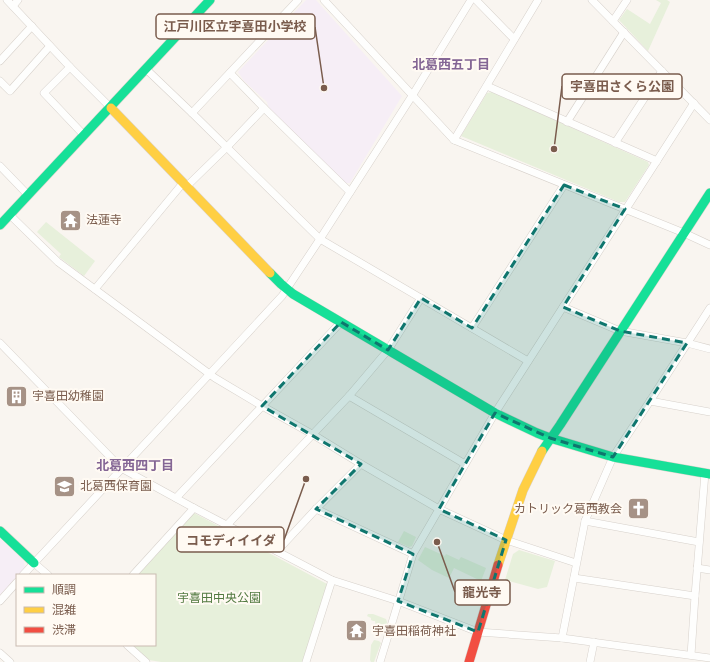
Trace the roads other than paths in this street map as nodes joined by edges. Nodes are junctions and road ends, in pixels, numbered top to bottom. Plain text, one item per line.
1 (7, 0) edge
2 (18, 0) edge
3 (210, 0) edge
4 (298, 0) edge
5 (324, 0) edge
6 (470, 0) edge
7 (476, 0) edge
8 (538, 0) edge
9 (592, 0) edge
10 (627, 0) edge
11 (13, 6) junction
12 (613, 21) junction
13 (32, 26) junction
14 (624, 32) junction
15 (514, 39) junction
16 (50, 46) junction
17 (0, 61) edge
18 (70, 67) junction
19 (146, 69) junction
20 (662, 71) junction
21 (230, 73) junction
22 (0, 81) edge
23 (487, 86) junction
24 (412, 96) junction
25 (694, 103) junction
26 (111, 108) junction
27 (264, 108) junction
28 (192, 113) junction
29 (710, 120) edge
30 (567, 122) junction
31 (80, 131) dead end
32 (454, 140) junction
33 (615, 143) junction
34 (227, 147) junction
35 (656, 161) junction
36 (0, 166) edge
37 (185, 185) junction
38 (564, 185) junction
39 (350, 192) junction
40 (710, 193) edge
41 (28, 195) junction
42 (626, 210) junction
43 (10, 215) junction
44 (0, 225) edge
45 (684, 233) junction
46 (320, 239) junction
47 (710, 245) edge
48 (95, 289) junction
49 (287, 290) junction
50 (421, 298) junction
51 (563, 306) junction
52 (710, 308) edge
53 (341, 322) junction
54 (472, 328) junction
55 (620, 331) junction
56 (0, 343) edge
57 (687, 343) junction
58 (710, 349) edge
59 (388, 350) junction
60 (528, 361) junction
61 (209, 374) junction
62 (348, 396) junction
63 (650, 401) junction
64 (262, 406) junction
65 (710, 412) edge
66 (495, 413) junction
67 (312, 434) junction
68 (550, 438) junction
69 (613, 457) junction
70 (361, 464) junction
71 (465, 464) junction
72 (121, 468) junction
73 (708, 474) edge
74 (176, 498) junction
75 (194, 508) junction
76 (316, 509) junction
77 (439, 509) junction
78 (585, 521) junction
79 (227, 525) junction
80 (0, 531) edge
81 (506, 540) junction
82 (700, 542) junction
83 (277, 551) junction
84 (413, 554) junction
85 (34, 563) junction
86 (576, 563) junction
87 (698, 568) junction
88 (710, 570) edge
89 (24, 574) edge
90 (47, 574) edge
91 (134, 574) edge
92 (574, 578) junction
93 (332, 580) junction
94 (16, 583) edge
95 (695, 596) junction
96 (0, 601) edge
97 (398, 601) junction
98 (478, 632) junction
99 (562, 638) junction
100 (594, 642) junction
101 (128, 646) edge
102 (0, 653) edge
103 (691, 655) junction
104 (710, 658) edge
105 (10, 662) edge
106 (146, 662) edge
107 (306, 662) edge
108 (380, 662) edge
109 (469, 662) edge
110 (590, 662) edge

1 - 11 street
2 - 11 street
3 - 19 street
4 - 21 street
5 - 24 street
6 - 24 street
7 - 15 street
8 - 15 street
9 - 12 street
10 - 12 street
11 - 13 street
12 - 14 street
13 - 16 street
13 - 17 street
14 - 20 street
14 - 30 street
15 - 23 street
16 - 18 street
16 - 22 street
18 - 26 street
18 - 31 street
19 - 26 street
19 - 28 street
20 - 25 street
20 - 33 street
21 - 27 street
21 - 28 street
23 - 30 street
23 - 32 street
24 - 32 street
24 - 39 street
25 - 29 street
25 - 35 street
26 - 37 street
26 - 41 street
27 - 34 street
27 - 39 street
28 - 34 street
30 - 33 street
32 - 38 street
33 - 35 street
34 - 37 street
34 - 46 street
35 - 42 street
36 - 41 street
37 - 48 street
37 - 49 street
38 - 42 street
38 - 54 street
39 - 46 street
40 - 45 street
41 - 43 street
42 - 45 street
42 - 51 street
43 - 44 street
43 - 48 street
45 - 47 street
45 - 55 street
46 - 49 street
46 - 50 street
48 - 61 street
49 - 53 street
49 - 61 street
50 - 54 street
50 - 59 street
51 - 55 street
51 - 60 street
52 - 57 street
53 - 59 street
53 - 64 street
54 - 60 street
55 - 57 street
55 - 68 street
56 - 72 street
57 - 58 street
57 - 63 street
59 - 62 street
59 - 66 street
60 - 66 street
61 - 64 street
61 - 72 street
62 - 67 street
62 - 71 street
63 - 65 street
63 - 69 street
64 - 67 street
64 - 74 street
66 - 68 street
66 - 71 street
67 - 70 street
67 - 79 street
68 - 69 street
68 - 81 street
69 - 73 street
69 - 78 street
70 - 76 street
70 - 77 street
71 - 77 street
72 - 74 street
72 - 85 street
73 - 82 street
74 - 75 street
75 - 79 street
75 - 91 street
76 - 83 street
76 - 84 street
77 - 81 street
77 - 84 street
78 - 82 street
78 - 86 street
79 - 83 street
80 - 85 street
81 - 86 street
81 - 98 street
82 - 87 street
83 - 93 street
84 - 97 street
85 - 89 street
85 - 90 street
86 - 92 street
87 - 88 street
87 - 95 street
92 - 95 street
92 - 99 street
93 - 97 street
93 - 107 street
94 - 96 street
95 - 103 street
97 - 98 street
97 - 108 street
98 - 99 street
98 - 109 street
99 - 100 street
100 - 103 street
100 - 110 street
101 - 106 street
102 - 105 street
103 - 104 street

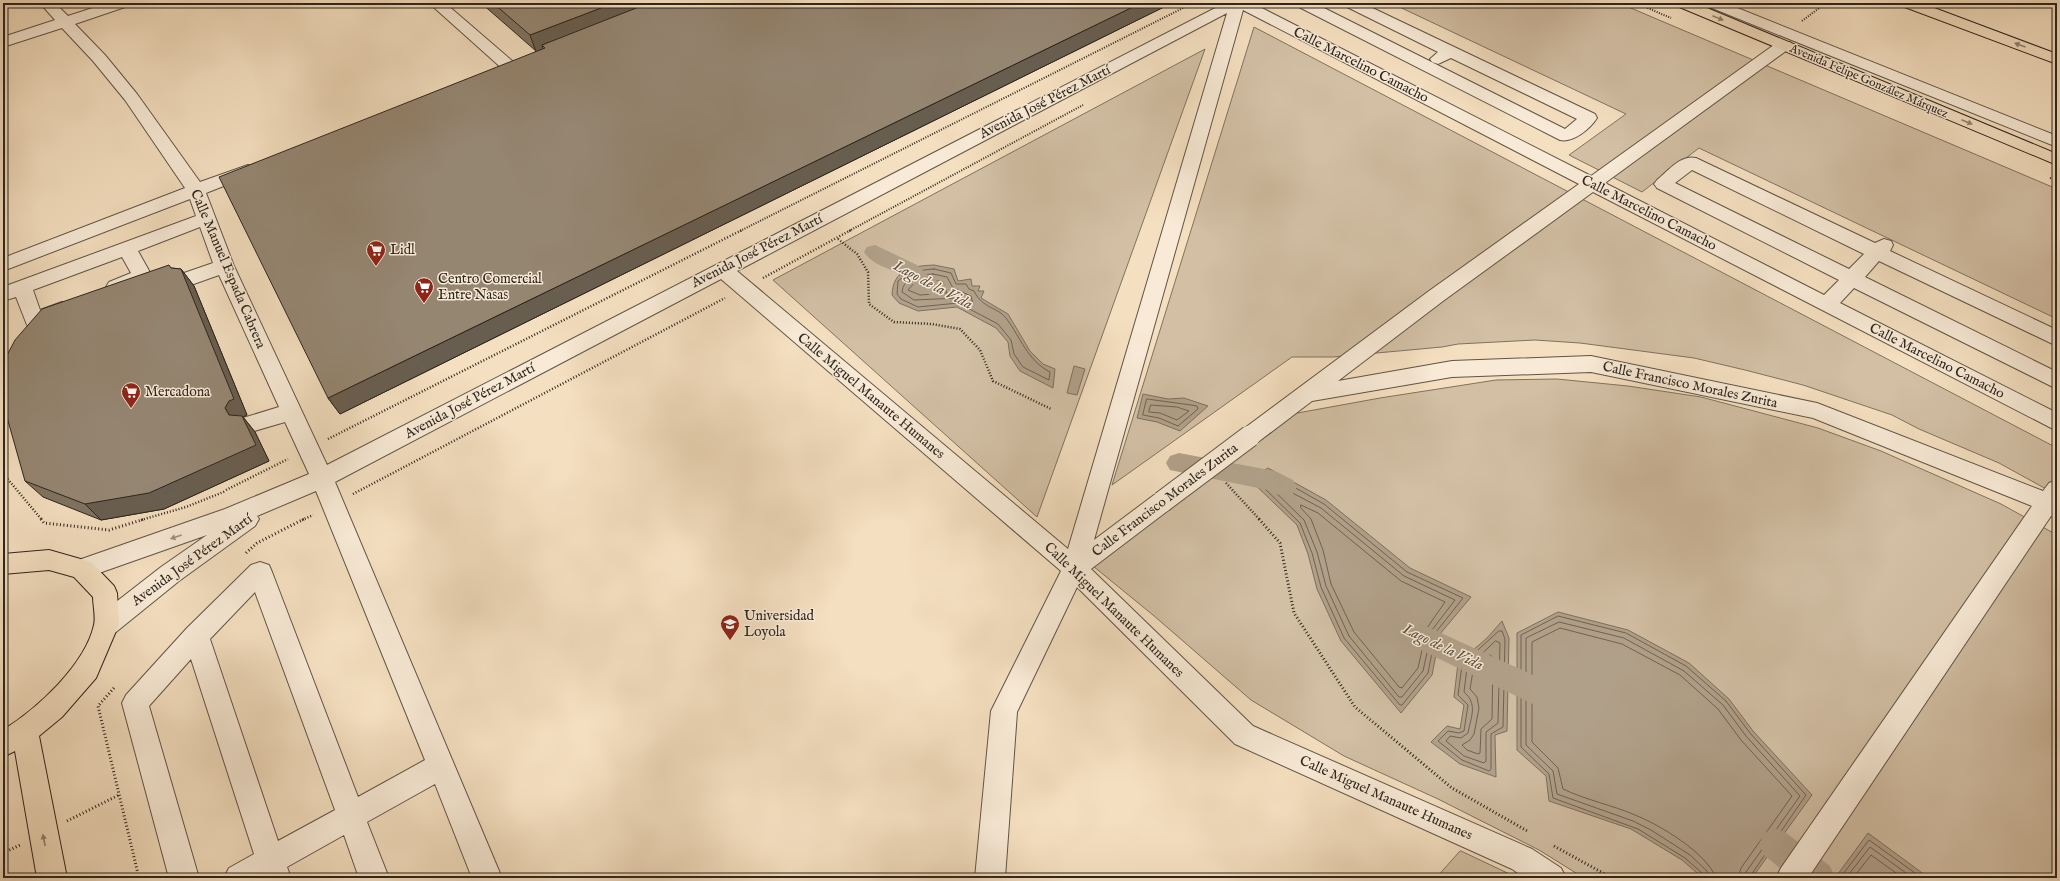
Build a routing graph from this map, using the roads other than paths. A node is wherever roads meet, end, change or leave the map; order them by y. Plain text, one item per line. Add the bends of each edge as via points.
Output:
1 (47, 3) edge
2 (123, 3) edge
3 (436, 3) edge
4 (1237, 3) edge
5 (1242, 3) edge
6 (1307, 3) edge
7 (1350, 3) edge
8 (1682, 3) edge
9 (1712, 3) edge
10 (1907, 3) edge
11 (66, 22) junction
12 (3, 42) edge
13 (1784, 46) junction
14 (1456, 48) junction
15 (2057, 59) edge
16 (1427, 66) junction
17 (512, 69) edge
18 (1398, 84) junction
19 (2057, 142) edge
20 (2057, 160) edge
21 (262, 164) edge
22 (1592, 184) junction
23 (196, 190) junction
24 (205, 219) junction
25 (127, 247) junction
26 (1880, 249) junction
27 (3, 265) edge
28 (224, 266) junction
29 (722, 269) junction
30 (191, 278) dead end
31 (1852, 278) junction
32 (22, 287) junction
33 (3, 294) edge
34 (99, 294) edge
35 (77, 302) edge
36 (1826, 304) junction
37 (2057, 339) edge
38 (2057, 381) edge
39 (1306, 394) junction
40 (290, 412) junction
41 (2057, 423) edge
42 (251, 424) dead end
43 (322, 478) junction
44 (278, 498) junction
45 (2054, 500) edge
46 (3, 564) edge
47 (1074, 568) junction
48 (82, 569) junction
49 (107, 624) junction
50 (196, 636) junction
51 (14, 737) edge
52 (441, 766) junction
53 (351, 816) junction
54 (273, 869) edge
55 (52, 878) edge
56 (184, 878) edge
57 (239, 878) edge
58 (374, 878) edge
59 (487, 878) edge
60 (990, 878) edge
61 (1551, 878) edge
62 (1791, 878) edge

1 - 11 street, Calle Manuel Espada Cabrera
2 - 11 street
3 - 17 street
4 - 29 street, Avenida José Pérez Martí
4 - 47 street
5 - 18 street, Calle Marcelino Camacho
6 - 16 street via 1304,4
7 - 14 street
8 -> 13 main road, Avenida Felipe González Márquez
9 - 19 street
15 -> 10 main road
11 - 12 street
11 - 23 street, Calle Manuel Espada Cabrera via 131,97
13 -> 20 main road, Avenida Felipe González Márquez
13 - 22 street, Calle Francisco Morales Zurita
14 - 16 street
14 - 16 street via 1589,118 1566,136
16 - 18 street
18 - 22 street, Calle Marcelino Camacho
21 - 23 street
22 - 36 street, Calle Marcelino Camacho
22 - 39 street, Calle Francisco Morales Zurita via 1436,296
23 - 24 street, Calle Manuel Espada Cabrera
23 - 27 street
24 - 25 street
24 - 28 street, Calle Manuel Espada Cabrera
25 - 32 street
25 - 34 street via 142,276
26 - 31 street
26 - 31 street via 1690,162 1663,184
26 - 37 street
28 - 30 street
28 - 40 street, Calle Manuel Espada Cabrera
29 - 43 street, Avenida José Pérez Martí
29 - 47 street, Calle Miguel Manaute Humanes
31 - 36 street
31 - 38 street
32 - 33 street
32 - 35 street via 34,320
36 - 41 street, Calle Marcelino Camacho
39 - 45 street, Calle Francisco Morales Zurita via 1452,369 1591,364 1817,411
39 - 47 street, Calle Francisco Morales Zurita, bridge
40 - 42 street
40 - 43 street, Calle Manuel Espada Cabrera
43 - 44 street, Avenida José Pérez Martí
43 - 52 street, Calle Manuel Espada Cabrera
44 -> 48 street, Avenida José Pérez Martí via 213,524
44 - 49 street, Avenida José Pérez Martí via 170,574
45 - 62 street via 1917,692
46 - 48 main road via 49,560
47 - 60 street, Calle Francisco Morales Zurita via 1004,711
47 - 61 street, Calle Miguel Manaute Humanes via 1244,735 1522,859
48 - 49 main road via 105,593
49 - 51 main road via 87,670 53,708
50 - 53 street via 260,572
50 - 54 street
50 - 56 street via 135,703
55 -> 51 main road
52 - 53 street
52 - 59 street, Calle Manuel Espada Cabrera
53 - 54 street
53 - 58 street
54 - 57 street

*Task statement*:
State, as a bare number, how many lines of the material contain "Felipe".

*Result of the task*:
2